In the shadow of incompleteness: Hilbert and gentzen

Abstract

Gödel’s incompleteness theorems had a dramatic impact on Hilbert’s foundational program. That is common lore. For some, e.g. von Neumann and Herbrand, they undermined the finitist consistency program; for others, e.g. Gödel and Bernays, they left room for a fruitful development of proof theory. This paper aims for a nuanced and deepened understanding of how Gödel’s results effected a transformation of proof theory between 1930 and 1934. The starting-point of this transformative period is Gödel’s announcement of a restricted unprovability result in September of 1930; its end-point is the completion of Gentzen’s first consistency proof for elementary number theory in late 1934. Hilbert, surprisingly, is the initial link between starting-point and end-point. He addressed Godelian issues in two strikingly different papers, (1931a) and (1931b), without mentioning Gödel. In (1931a) he takes on the challenge of the restricted unprovability result; in (1931b) he responds to the second incompleteness theorem concerning the unprovability of consistency for a system S in S. He does so by bringing in semantic considerations and by pursuing novel, but also highly problematic directions: he argues for the contentual correctness of a constructive (for him, finitist) theory that includes intuitionist number theory.
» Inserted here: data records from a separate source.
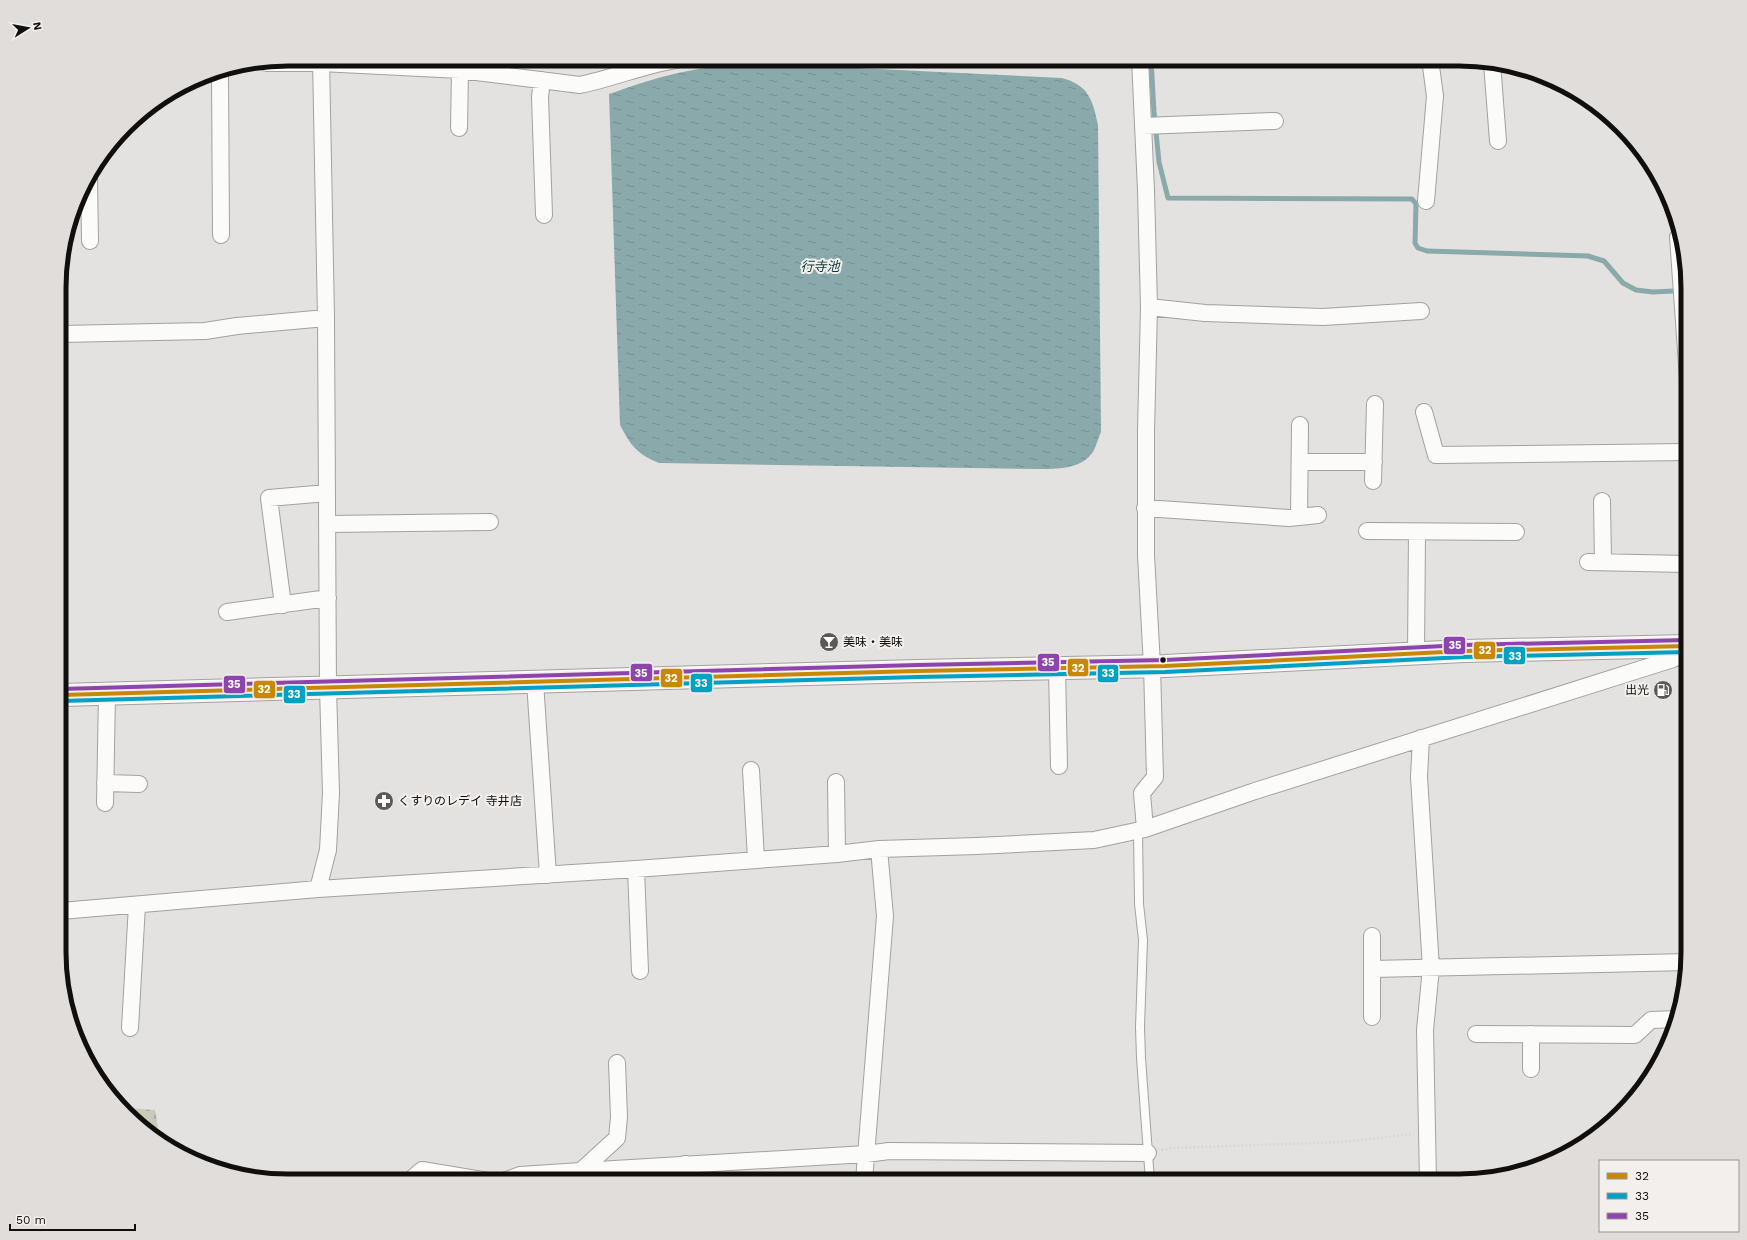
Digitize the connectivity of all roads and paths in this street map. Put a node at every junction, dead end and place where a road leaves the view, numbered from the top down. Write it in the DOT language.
graph roads {
  1 [pos="321,66"];
  2 [pos="398,66"];
  3 [pos="648,66"];
  4 [pos="1141,66"];
  5 [pos="1431,66"];
  6 [pos="1492,69"];
  7 [pos="460,70"];
  8 [pos="220,77"];
  9 [pos="542,80"];
  10 [pos="1275,121"];
  11 [pos="1151,125"];
  12 [pos="459,128"];
  13 [pos="1498,141"];
  14 [pos="89,190"];
  15 [pos="1426,201"];
  16 [pos="544,215"];
  17 [pos="221,235"];
  18 [pos="90,241"];
  19 [pos="1149,307"];
  20 [pos="1421,311"];
  21 [pos="326,318"];
  22 [pos="66,334"];
  23 [pos="1375,404"];
  24 [pos="1424,412"];
  25 [pos="1300,426"];
  26 [pos="1681,452"];
  27 [pos="1300,462"];
  28 [pos="1374,462"];
  29 [pos="1373,481"];
  30 [pos="327,493"];
  31 [pos="1602,501"];
  32 [pos="1145,508"];
  33 [pos="1318,515"];
  34 [pos="1299,517"];
  35 [pos="490,522"];
  36 [pos="327,524"];
  37 [pos="1367,531"];
  38 [pos="1417,532"];
  39 [pos="1516,532"];
  40 [pos="1681,564"];
  41 [pos="328,598"];
  42 [pos="283,605"];
  43 [pos="227,612"];
  44 [pos="1681,646"];
  45 [pos="1416,653"];
  46 [pos="1681,655"];
  47 [pos="1152,666"];
  48 [pos="1057,668"];
  49 [pos="535,682"];
  50 [pos="328,688"];
  51 [pos="107,694"];
  52 [pos="66,695"];
  53 [pos="1421,738"];
  54 [pos="1060,766"];
  55 [pos="752,770"];
  56 [pos="836,782"];
  57 [pos="106,783"];
  58 [pos="139,784"];
  59 [pos="105,803"];
  60 [pos="1142,830"];
  61 [pos="879,849"];
  62 [pos="837,854"];
  63 [pos="756,859"];
  64 [pos="636,869"];
  65 [pos="548,875"];
  66 [pos="318,889"];
  67 [pos="137,906"];
  68 [pos="66,911"];
  69 [pos="1372,936"];
  70 [pos="1681,962"];
  71 [pos="1431,968"];
  72 [pos="1372,969"];
  73 [pos="640,971"];
  74 [pos="1372,1017"];
  75 [pos="1670,1019"];
  76 [pos="130,1028"];
  77 [pos="1476,1034"];
  78 [pos="1531,1034"];
  79 [pos="617,1063"];
  80 [pos="1531,1069"];
  81 [pos="1427,1132"];
  82 [pos="1148,1153"];
  83 [pos="866,1154"];
  84 [pos="685,1164"];
  85 [pos="417,1174"];
  86 [pos="446,1174"];
  87 [pos="583,1174"];
  88 [pos="598,1174"];
  89 [pos="686,1174"];
  90 [pos="865,1174"];
  91 [pos="1150,1174"];
  92 [pos="1428,1174"];
  1 -- 21 [label="street"];
  2 -- 7 [label="street"];
  3 -- 9 [label="street"];
  4 -- 11 [label="street"];
  5 -- 15 [label="street"];
  6 -- 13 [label="street"];
  7 -- 9 [label="street"];
  7 -- 12 [label="street"];
  8 -- 17 [label="street"];
  9 -- 16 [label="street"];
  10 -- 11 [label="street"];
  11 -- 19 [label="street"];
  14 -- 18 [label="street"];
  19 -- 20 [label="street"];
  19 -- 32 [label="street"];
  21 -- 22 [label="street"];
  21 -- 30 [label="street"];
  23 -- 28 [label="street"];
  24 -- 26 [label="street"];
  25 -- 27 [label="street"];
  27 -- 28 [label="street"];
  27 -- 34 [label="street"];
  28 -- 29 [label="street"];
  30 -- 36 [label="street"];
  30 -- 42 [label="street"];
  31 -- 40 [label="street"];
  32 -- 34 [label="street"];
  32 -- 47 [label="street"];
  33 -- 34 [label="street"];
  35 -- 36 [label="street"];
  36 -- 41 [label="street"];
  37 -- 38 [label="street"];
  38 -- 39 [label="street"];
  38 -- 45 [label="street"];
  41 -- 42 [label="street"];
  41 -- 50 [label="street"];
  42 -- 43 [label="street"];
  44 -- 45 [label="main road"];
  45 -- 47 [label="main road"];
  46 -- 53 [label="street"];
  47 -- 48 [label="main road"];
  47 -- 60 [label="street"];
  48 -- 49 [label="main road"];
  48 -- 54 [label="street"];
  49 -- 50 [label="main road"];
  49 -- 65 [label="street"];
  50 -- 51 [label="main road"];
  50 -- 66 [label="street"];
  51 -- 52 [label="main road"];
  51 -- 57 [label="street"];
  53 -- 60 [label="street"];
  53 -- 71 [label="street"];
  55 -- 63 [label="street"];
  56 -- 62 [label="street"];
  57 -- 58 [label="street"];
  57 -- 59 [label="street"];
  60 -- 61 [label="street"];
  60 -- 82 [label="lane"];
  61 -- 62 [label="street"];
  61 -- 83 [label="street"];
  62 -- 63 [label="street"];
  63 -- 64 [label="street"];
  64 -- 65 [label="street"];
  64 -- 73 [label="street"];
  65 -- 66 [label="street"];
  66 -- 67 [label="street"];
  67 -- 68 [label="street"];
  67 -- 76 [label="street"];
  69 -- 72 [label="street"];
  70 -- 71 [label="street"];
  71 -- 72 [label="street"];
  71 -- 81 [label="street"];
  72 -- 74 [label="street"];
  75 -- 78 [label="street"];
  77 -- 78 [label="street"];
  78 -- 80 [label="street"];
  79 -- 87 [label="street"];
  81 -- 82 [label="path"];
  81 -- 92 [label="street"];
  82 -- 83 [label="street"];
  82 -- 91 [label="lane"];
  83 -- 84 [label="street"];
  83 -- 90 [label="street"];
  84 -- 88 [label="street"];
  84 -- 89 [label="street"];
  85 -- 86 [label="street"];
}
Gentzen followed the new directions in late 1931, addressed methodological issues and metamathematical problems in ingenious ways, while building on ideas and techniques that had been introduced in proof theory. Most distinctive is Gentzen’s struggle with contentual correctness and its relation to consistency. That is reflected in a sequence of notes Gentzen wrote between late-1931 and late-1934, but it is also central in his classical paper (1936). The immediate lessons seem to be: (i) there is real continuity between Hilbert’s proof theory and Gentzen’s work, and (ii) there is deepened concern for interpreting intuitionist arithmetic (and thus understanding classical arithmetic) from a more strictly constructive perspective. Ironically, the latter concern deeply influenced Gödel’s functional interpretation of intuitionist arithmetic.